_Input_:
※ ※ ※

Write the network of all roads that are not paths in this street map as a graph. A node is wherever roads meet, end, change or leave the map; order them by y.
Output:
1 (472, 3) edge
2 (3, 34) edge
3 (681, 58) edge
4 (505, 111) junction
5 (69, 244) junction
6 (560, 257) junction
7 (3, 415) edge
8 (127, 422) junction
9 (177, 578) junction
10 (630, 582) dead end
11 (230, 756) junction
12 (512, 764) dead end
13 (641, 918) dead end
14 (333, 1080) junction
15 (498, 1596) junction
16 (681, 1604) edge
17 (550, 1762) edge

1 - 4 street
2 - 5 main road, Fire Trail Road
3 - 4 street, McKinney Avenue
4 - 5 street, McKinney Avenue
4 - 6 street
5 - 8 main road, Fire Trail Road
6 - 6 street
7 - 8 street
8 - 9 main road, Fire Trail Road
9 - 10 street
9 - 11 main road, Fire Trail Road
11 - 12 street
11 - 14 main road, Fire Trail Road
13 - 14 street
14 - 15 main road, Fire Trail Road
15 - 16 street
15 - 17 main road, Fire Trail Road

※ ※ ※

_What the exercise asks_:
What you should produce is an exact retyping of every line above.

_Task answer_:
Write the network of all roads that are not paths in this street map as a graph. A node is wherever roads meet, end, change or leave the map; order them by y.
Output:
1 (472, 3) edge
2 (3, 34) edge
3 (681, 58) edge
4 (505, 111) junction
5 (69, 244) junction
6 (560, 257) junction
7 (3, 415) edge
8 (127, 422) junction
9 (177, 578) junction
10 (630, 582) dead end
11 (230, 756) junction
12 (512, 764) dead end
13 (641, 918) dead end
14 (333, 1080) junction
15 (498, 1596) junction
16 (681, 1604) edge
17 (550, 1762) edge

1 - 4 street
2 - 5 main road, Fire Trail Road
3 - 4 street, McKinney Avenue
4 - 5 street, McKinney Avenue
4 - 6 street
5 - 8 main road, Fire Trail Road
6 - 6 street
7 - 8 street
8 - 9 main road, Fire Trail Road
9 - 10 street
9 - 11 main road, Fire Trail Road
11 - 12 street
11 - 14 main road, Fire Trail Road
13 - 14 street
14 - 15 main road, Fire Trail Road
15 - 16 street
15 - 17 main road, Fire Trail Road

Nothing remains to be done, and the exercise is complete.